Wide characters support in D
Nick Sabalausky
a at a.a
Tue Jun 8 15:33:31 PDT 2010
"Nick Sabalausky" <a at a.a> wrote in message
news:humfrk$2gk$1 at digitalmars.com...
> "Rainer Deyke" <rainerd at eldwood.com> wrote in message
> news:humes8$s8$1 at digitalmars.com...
>> On 6/8/2010 13:57, bearophile wrote:
>>> I hope we'll soon have computers with 200+ GB of RAM where using
>>> strings that use less than 32-bit chars is in most cases a premature
>>> optimization (like today is often a silly optimization to use arrays
>>> of 16-bit ints instead of 32-bit or 64-bit ints. Only special
>>> situations found with the profiler can justify the use of arrays of
>>> shorts in a low level language).
>>
>> Off-topic, but I don't need a profiler to tell me that my 1024x1024x1024
>> arrays should use shorts instead of ints.
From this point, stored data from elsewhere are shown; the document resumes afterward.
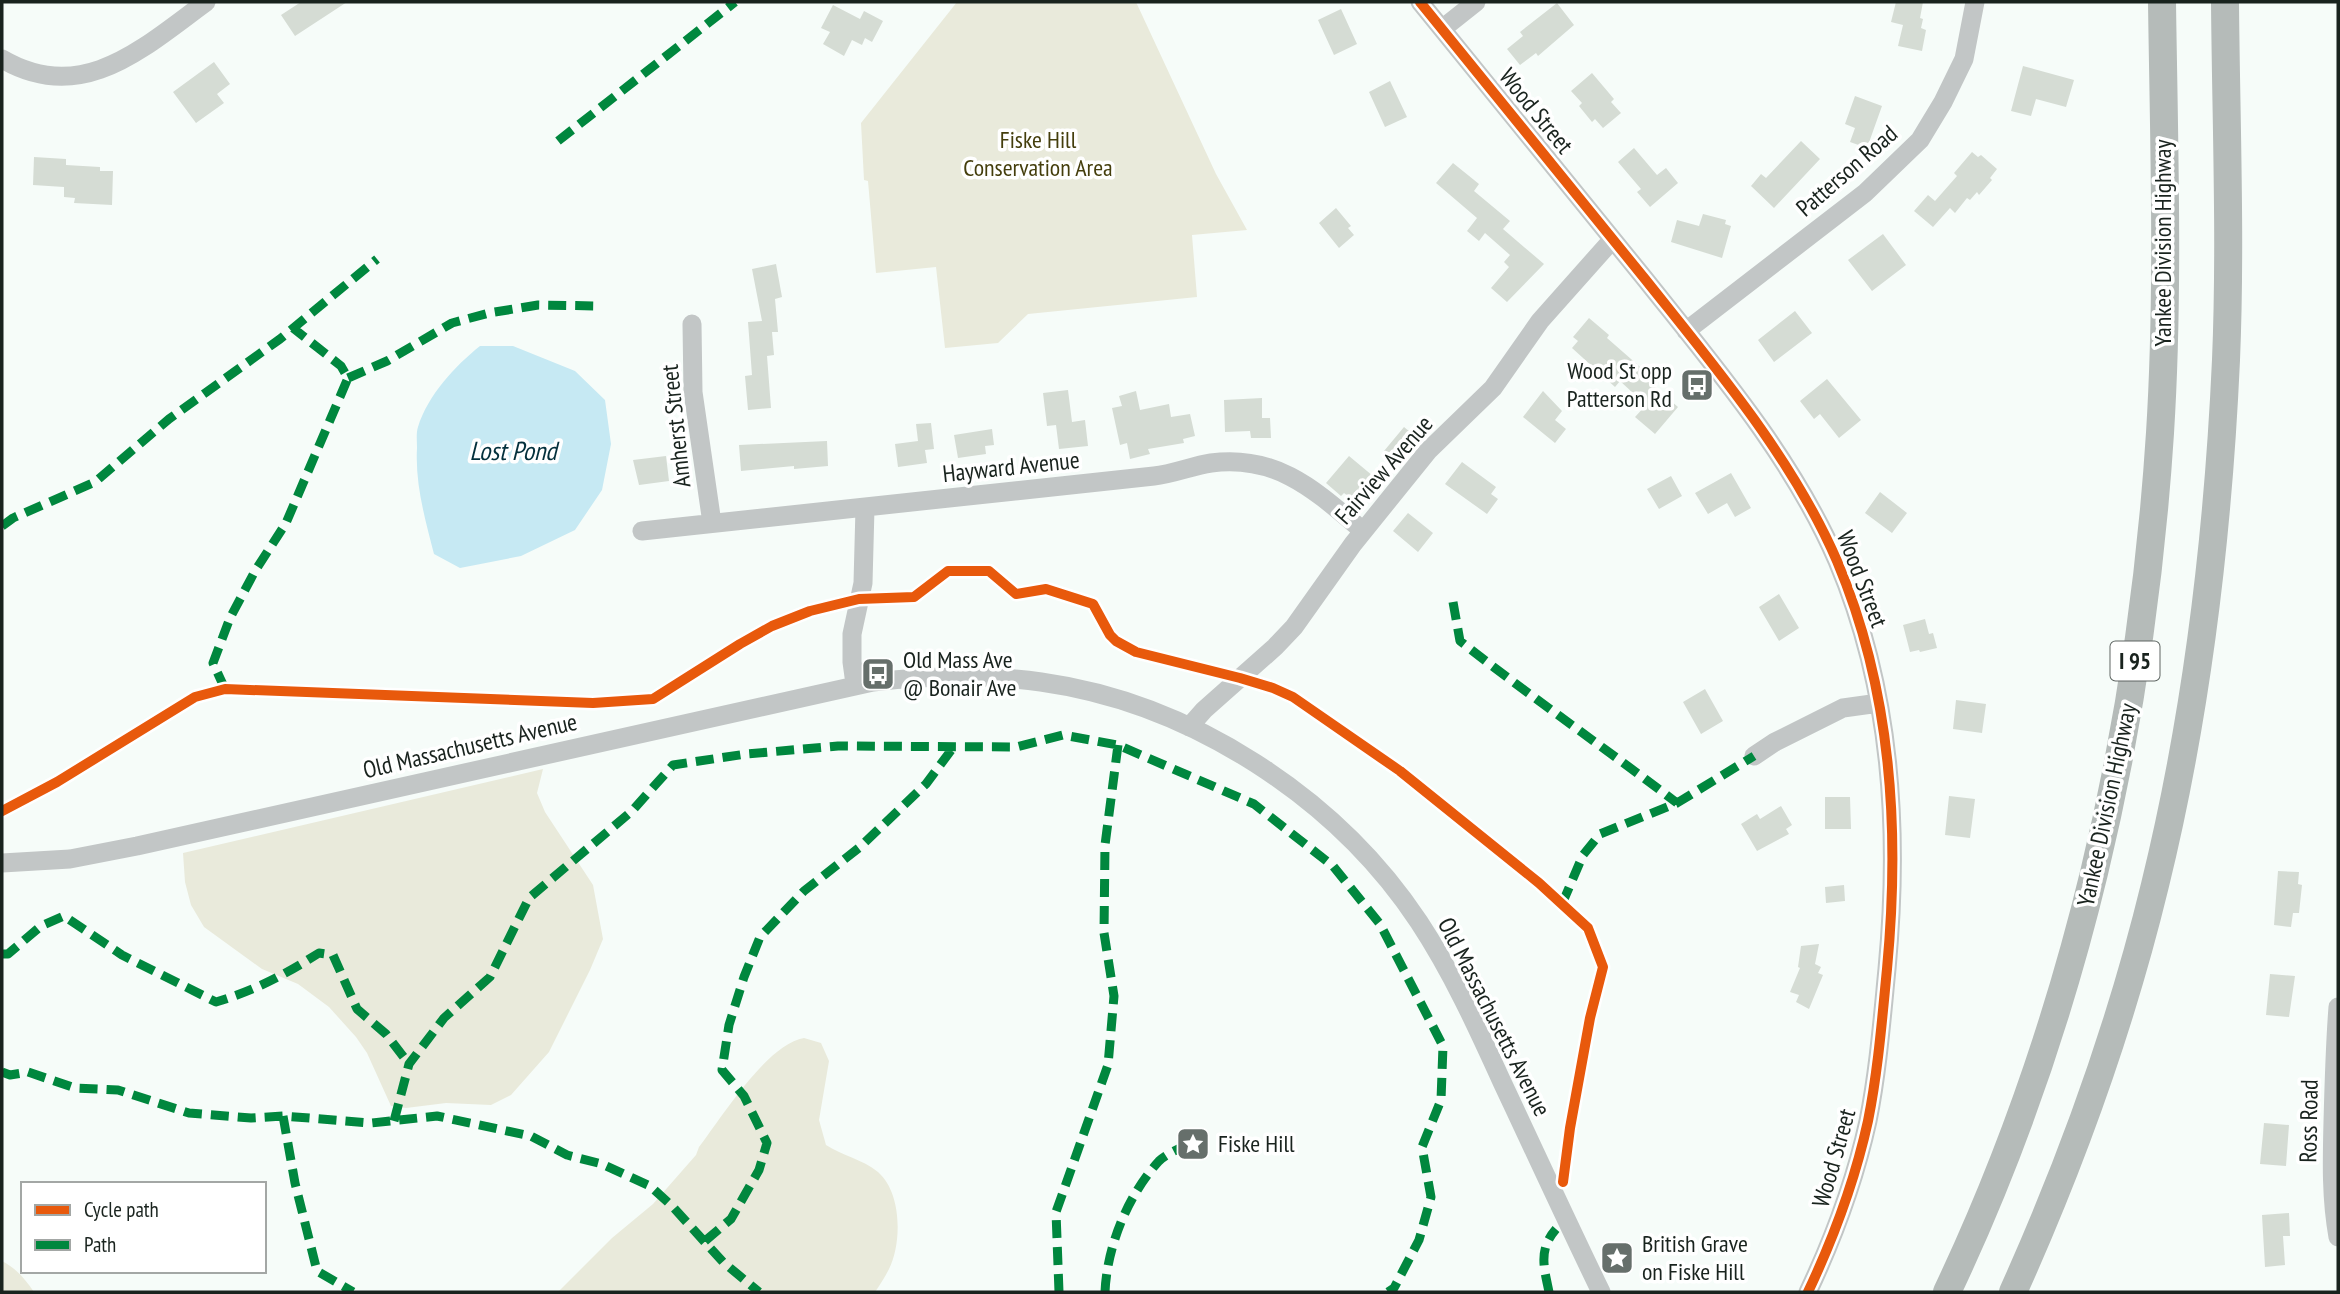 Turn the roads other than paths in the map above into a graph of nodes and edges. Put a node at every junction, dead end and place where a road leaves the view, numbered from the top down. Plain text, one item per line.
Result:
1 (206, 2) edge
2 (1420, 2) edge
3 (1476, 2) edge
4 (1975, 2) edge
5 (2162, 2) edge
6 (2225, 2) edge
7 (1442, 29) junction
8 (2, 59) edge
9 (1612, 240) junction
10 (692, 324) dead end
11 (1686, 331) junction
12 (865, 508) junction
13 (712, 523) junction
14 (642, 531) dead end
15 (1363, 531) junction
16 (855, 684) junction
17 (1879, 703) junction
18 (1189, 727) junction
19 (1754, 756) dead end
20 (2, 863) edge
21 (2338, 1007) edge
22 (2338, 1237) edge
23 (1601, 1292) edge
24 (1808, 1292) edge
25 (1947, 1292) edge
26 (2013, 1292) edge

1 - 8 street
2 - 7 street, Wood Street
3 - 7 street
4 - 11 street, Patterson Road
5 - 25 highway, Yankee Division Highway / I 95
6 - 26 highway, I 95
7 - 9 street, Wood Street
9 - 11 street, Wood Street
9 - 15 street, Fairview Avenue
10 - 13 street, Amherst Street
11 - 17 street, Wood Street
12 - 13 street, Hayward Avenue
12 - 15 street, Hayward Avenue
12 - 16 street
13 - 14 street, Hayward Avenue
15 - 18 street, Fairview Avenue
16 - 18 street, Old Massachusetts Avenue
16 - 20 street, Old Massachusetts Avenue
17 - 19 street
17 - 24 street, Wood Street
18 - 23 street, Old Massachusetts Avenue
21 - 22 street, Ross Road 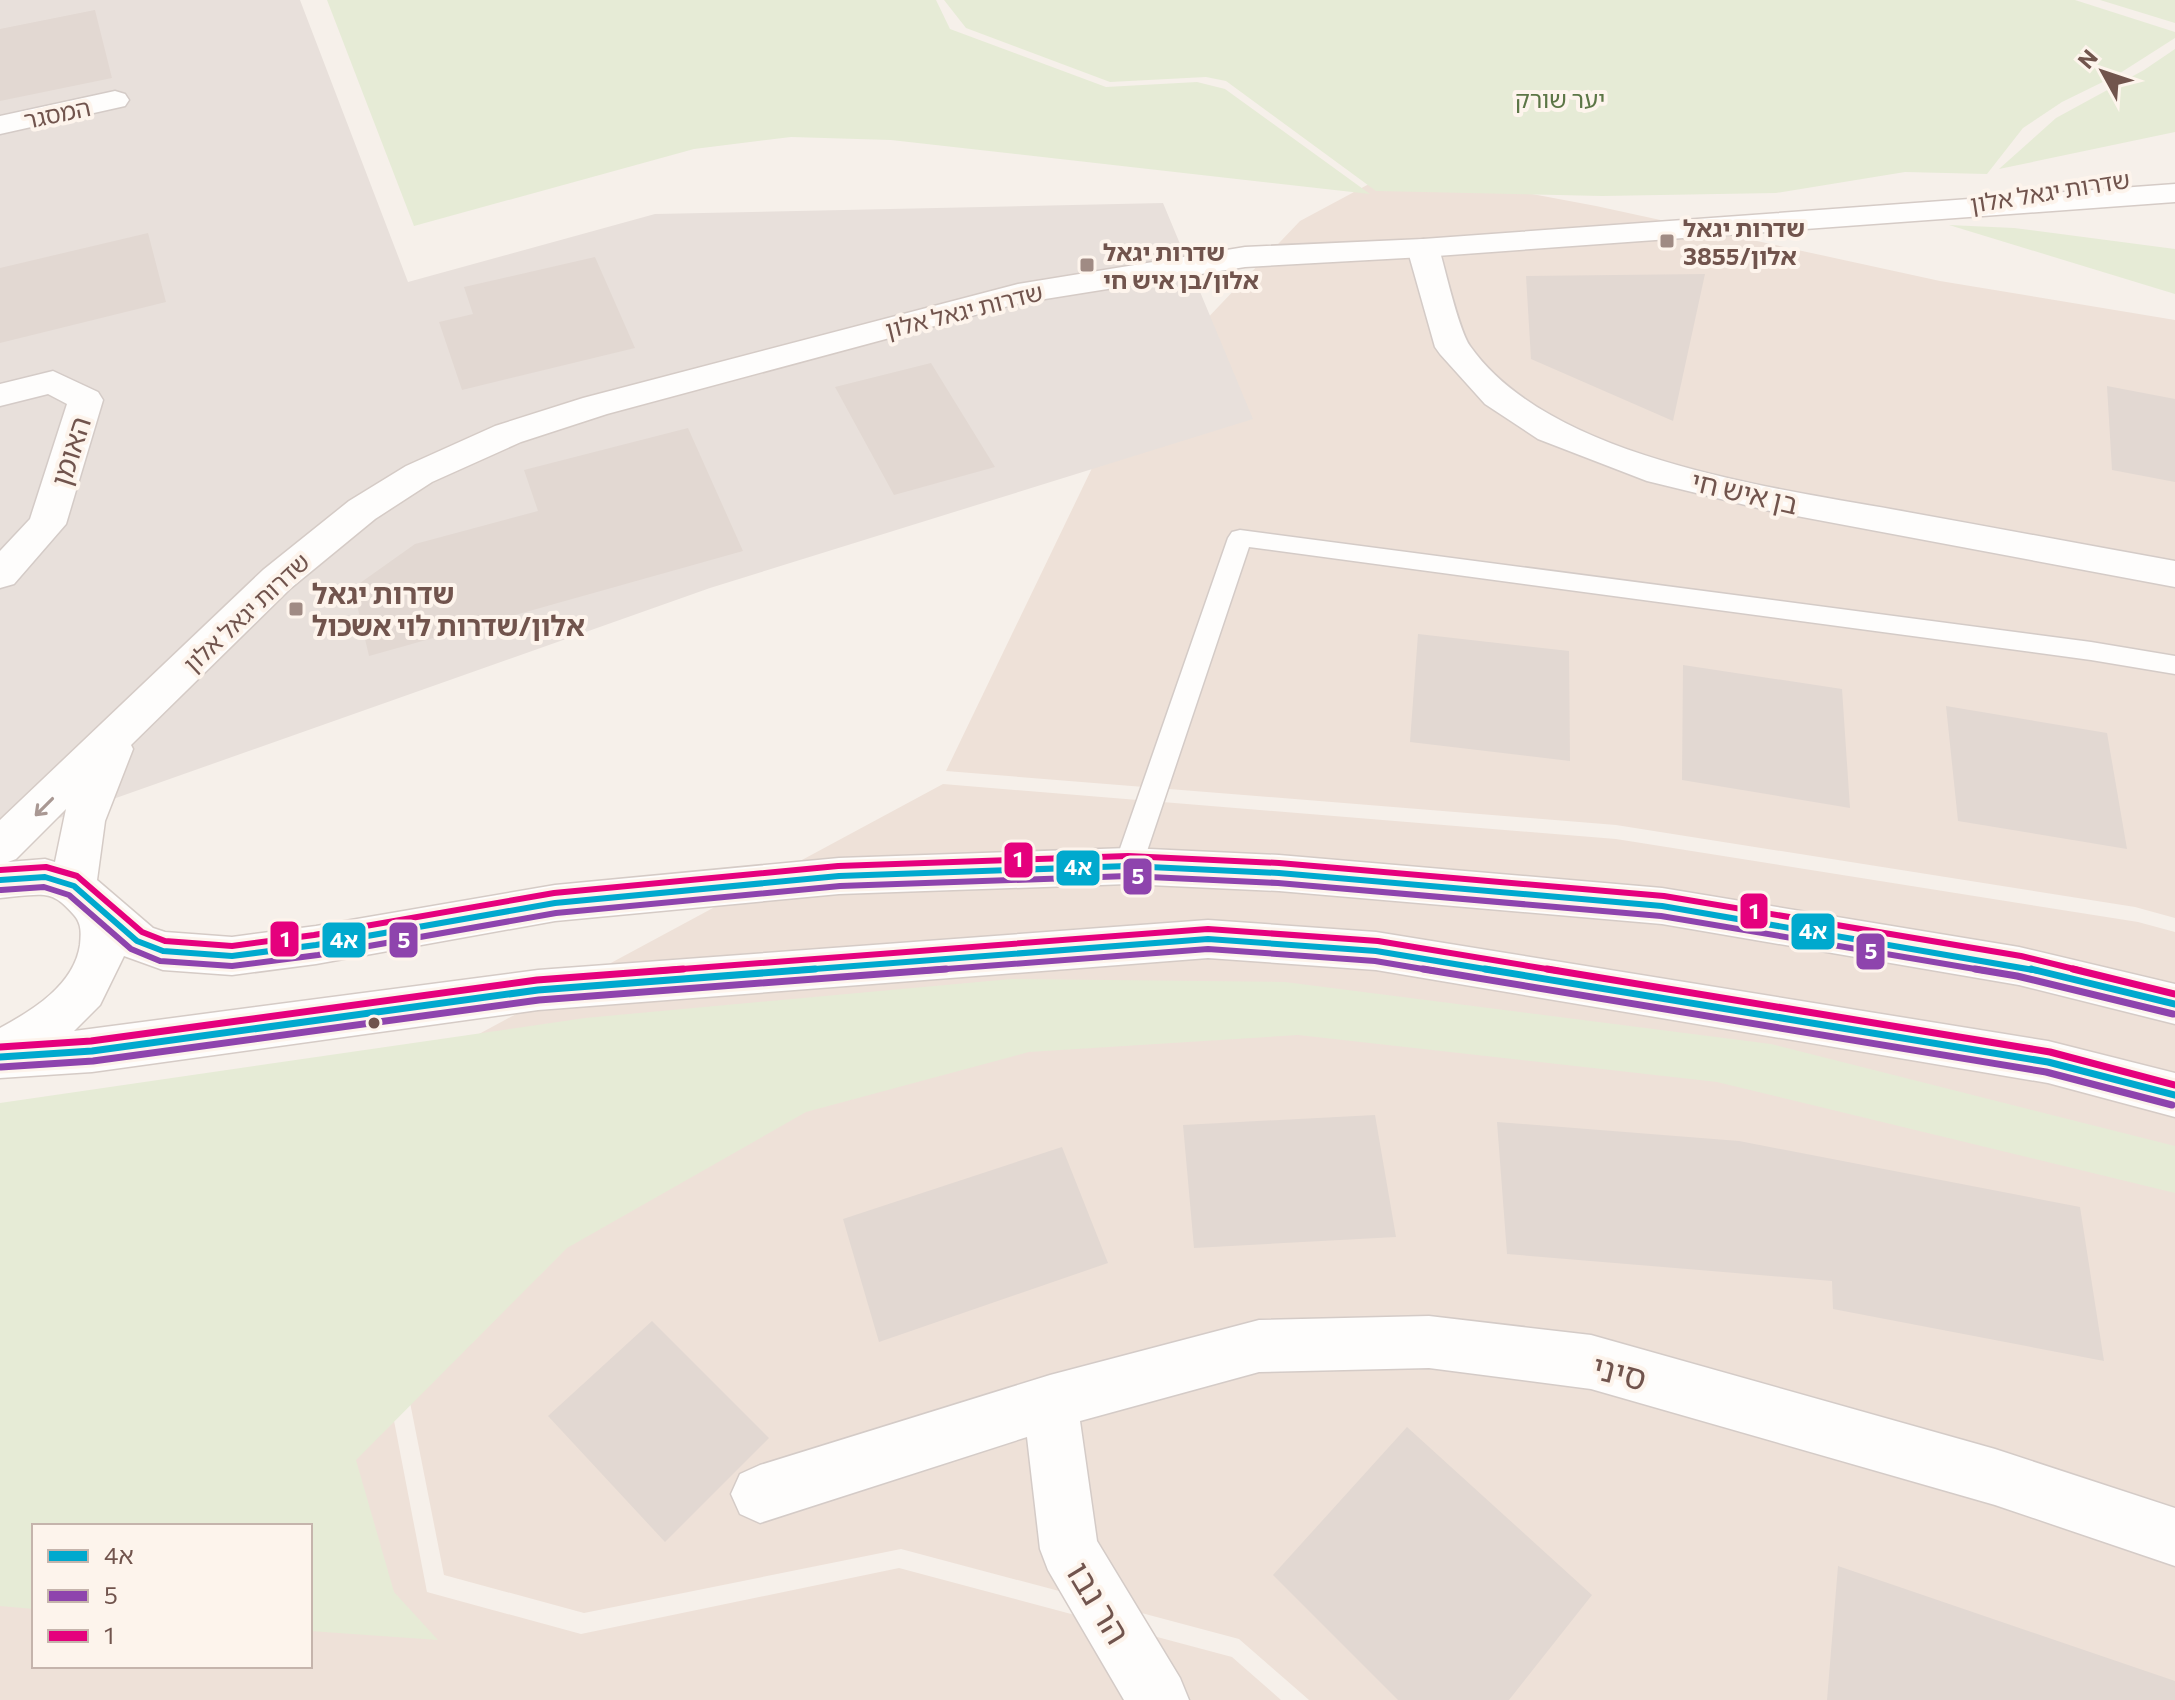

And even when 200GB becomes
>> common, I'd still rather not waste that memory by using twice as much
>> space as I have to just because I can.
>>
>>
>
> I think he was just musing that it would be nice to be able to ignore
> multiple encodings and multiple-code-units, and get back to something much
> closer to the blissful simplicity of ASCII. On that particular point, I
> concur ;)
>
Keep in mind too, that for an English-language app (and there are plenty),
even using ASCII still wastes space, since you usually only need the 26
letters, 10 digits, a few whitespace characters, and a handful of
punctuation. You could probably fit that in 6 bits per character, less if
you're ballsy enough to use huffman encoding internally. Yea, there's twice
as many letters if you count uppercase/lowercase, but random-casing is rare
so there's tricks you can use to just stick with 26 plus maybe a few special
control characters. But, of course, nobody actually does any of that because
with the amount of memory we have, and the amount of memory already used by
other parts of a program, the savings wouldn't be worth the bother.
But I agree with your point too. Just saying.